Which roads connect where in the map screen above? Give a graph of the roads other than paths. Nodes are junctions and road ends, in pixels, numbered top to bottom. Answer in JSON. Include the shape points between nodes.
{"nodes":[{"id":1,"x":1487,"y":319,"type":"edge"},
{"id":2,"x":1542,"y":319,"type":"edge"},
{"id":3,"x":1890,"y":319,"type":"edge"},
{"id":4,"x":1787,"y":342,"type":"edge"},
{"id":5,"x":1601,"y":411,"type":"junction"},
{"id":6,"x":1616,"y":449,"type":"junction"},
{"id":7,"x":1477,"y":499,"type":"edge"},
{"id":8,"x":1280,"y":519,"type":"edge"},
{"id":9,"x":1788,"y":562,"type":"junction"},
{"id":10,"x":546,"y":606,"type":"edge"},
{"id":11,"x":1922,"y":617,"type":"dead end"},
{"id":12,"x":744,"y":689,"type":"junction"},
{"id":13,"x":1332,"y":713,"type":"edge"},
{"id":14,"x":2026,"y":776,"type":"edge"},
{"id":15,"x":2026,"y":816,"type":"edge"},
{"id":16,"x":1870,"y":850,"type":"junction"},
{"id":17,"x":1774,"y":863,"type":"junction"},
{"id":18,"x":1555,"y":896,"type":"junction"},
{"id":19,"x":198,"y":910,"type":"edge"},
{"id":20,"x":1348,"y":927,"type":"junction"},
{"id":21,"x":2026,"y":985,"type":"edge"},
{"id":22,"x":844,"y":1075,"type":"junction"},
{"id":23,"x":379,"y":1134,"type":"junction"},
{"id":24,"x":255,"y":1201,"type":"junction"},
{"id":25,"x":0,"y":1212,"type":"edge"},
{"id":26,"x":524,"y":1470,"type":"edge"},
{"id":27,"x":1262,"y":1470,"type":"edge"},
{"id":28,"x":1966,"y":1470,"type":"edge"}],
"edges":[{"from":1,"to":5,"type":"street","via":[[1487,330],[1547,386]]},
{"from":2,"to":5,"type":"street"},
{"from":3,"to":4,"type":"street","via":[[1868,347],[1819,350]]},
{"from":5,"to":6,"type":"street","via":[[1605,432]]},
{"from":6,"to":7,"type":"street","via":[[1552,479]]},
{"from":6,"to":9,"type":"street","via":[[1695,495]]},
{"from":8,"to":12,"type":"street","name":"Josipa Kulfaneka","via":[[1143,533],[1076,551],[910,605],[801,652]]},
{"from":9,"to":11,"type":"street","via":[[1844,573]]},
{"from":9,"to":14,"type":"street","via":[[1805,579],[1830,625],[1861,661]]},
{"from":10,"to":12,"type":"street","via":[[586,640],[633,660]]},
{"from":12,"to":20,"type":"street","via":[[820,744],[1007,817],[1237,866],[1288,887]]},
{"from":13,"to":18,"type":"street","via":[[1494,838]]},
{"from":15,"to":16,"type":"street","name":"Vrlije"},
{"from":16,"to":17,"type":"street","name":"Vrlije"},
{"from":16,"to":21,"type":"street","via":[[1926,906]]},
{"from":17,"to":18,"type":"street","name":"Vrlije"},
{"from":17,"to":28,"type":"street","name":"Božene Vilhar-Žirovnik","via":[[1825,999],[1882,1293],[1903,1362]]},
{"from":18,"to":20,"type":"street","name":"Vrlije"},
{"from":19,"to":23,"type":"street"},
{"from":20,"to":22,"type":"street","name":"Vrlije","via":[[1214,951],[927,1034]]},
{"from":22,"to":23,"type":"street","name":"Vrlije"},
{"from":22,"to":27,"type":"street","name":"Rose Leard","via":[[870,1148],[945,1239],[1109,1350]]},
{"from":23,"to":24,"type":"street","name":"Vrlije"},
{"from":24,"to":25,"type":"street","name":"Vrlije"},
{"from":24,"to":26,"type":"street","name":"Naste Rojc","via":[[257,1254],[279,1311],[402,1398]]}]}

────────────────────

Reprint the entries above in full, exactly as they are.

*Result for this task:*
Which roads connect where in the map screen above? Give a graph of the roads other than paths. Nodes are junctions and road ends, in pixels, numbered top to bottom. Answer in JSON. Include the shape points between nodes.
{"nodes":[{"id":1,"x":1487,"y":319,"type":"edge"},
{"id":2,"x":1542,"y":319,"type":"edge"},
{"id":3,"x":1890,"y":319,"type":"edge"},
{"id":4,"x":1787,"y":342,"type":"edge"},
{"id":5,"x":1601,"y":411,"type":"junction"},
{"id":6,"x":1616,"y":449,"type":"junction"},
{"id":7,"x":1477,"y":499,"type":"edge"},
{"id":8,"x":1280,"y":519,"type":"edge"},
{"id":9,"x":1788,"y":562,"type":"junction"},
{"id":10,"x":546,"y":606,"type":"edge"},
{"id":11,"x":1922,"y":617,"type":"dead end"},
{"id":12,"x":744,"y":689,"type":"junction"},
{"id":13,"x":1332,"y":713,"type":"edge"},
{"id":14,"x":2026,"y":776,"type":"edge"},
{"id":15,"x":2026,"y":816,"type":"edge"},
{"id":16,"x":1870,"y":850,"type":"junction"},
{"id":17,"x":1774,"y":863,"type":"junction"},
{"id":18,"x":1555,"y":896,"type":"junction"},
{"id":19,"x":198,"y":910,"type":"edge"},
{"id":20,"x":1348,"y":927,"type":"junction"},
{"id":21,"x":2026,"y":985,"type":"edge"},
{"id":22,"x":844,"y":1075,"type":"junction"},
{"id":23,"x":379,"y":1134,"type":"junction"},
{"id":24,"x":255,"y":1201,"type":"junction"},
{"id":25,"x":0,"y":1212,"type":"edge"},
{"id":26,"x":524,"y":1470,"type":"edge"},
{"id":27,"x":1262,"y":1470,"type":"edge"},
{"id":28,"x":1966,"y":1470,"type":"edge"}],
"edges":[{"from":1,"to":5,"type":"street","via":[[1487,330],[1547,386]]},
{"from":2,"to":5,"type":"street"},
{"from":3,"to":4,"type":"street","via":[[1868,347],[1819,350]]},
{"from":5,"to":6,"type":"street","via":[[1605,432]]},
{"from":6,"to":7,"type":"street","via":[[1552,479]]},
{"from":6,"to":9,"type":"street","via":[[1695,495]]},
{"from":8,"to":12,"type":"street","name":"Josipa Kulfaneka","via":[[1143,533],[1076,551],[910,605],[801,652]]},
{"from":9,"to":11,"type":"street","via":[[1844,573]]},
{"from":9,"to":14,"type":"street","via":[[1805,579],[1830,625],[1861,661]]},
{"from":10,"to":12,"type":"street","via":[[586,640],[633,660]]},
{"from":12,"to":20,"type":"street","via":[[820,744],[1007,817],[1237,866],[1288,887]]},
{"from":13,"to":18,"type":"street","via":[[1494,838]]},
{"from":15,"to":16,"type":"street","name":"Vrlije"},
{"from":16,"to":17,"type":"street","name":"Vrlije"},
{"from":16,"to":21,"type":"street","via":[[1926,906]]},
{"from":17,"to":18,"type":"street","name":"Vrlije"},
{"from":17,"to":28,"type":"street","name":"Božene Vilhar-Žirovnik","via":[[1825,999],[1882,1293],[1903,1362]]},
{"from":18,"to":20,"type":"street","name":"Vrlije"},
{"from":19,"to":23,"type":"street"},
{"from":20,"to":22,"type":"street","name":"Vrlije","via":[[1214,951],[927,1034]]},
{"from":22,"to":23,"type":"street","name":"Vrlije"},
{"from":22,"to":27,"type":"street","name":"Rose Leard","via":[[870,1148],[945,1239],[1109,1350]]},
{"from":23,"to":24,"type":"street","name":"Vrlije"},
{"from":24,"to":25,"type":"street","name":"Vrlije"},
{"from":24,"to":26,"type":"street","name":"Naste Rojc","via":[[257,1254],[279,1311],[402,1398]]}]}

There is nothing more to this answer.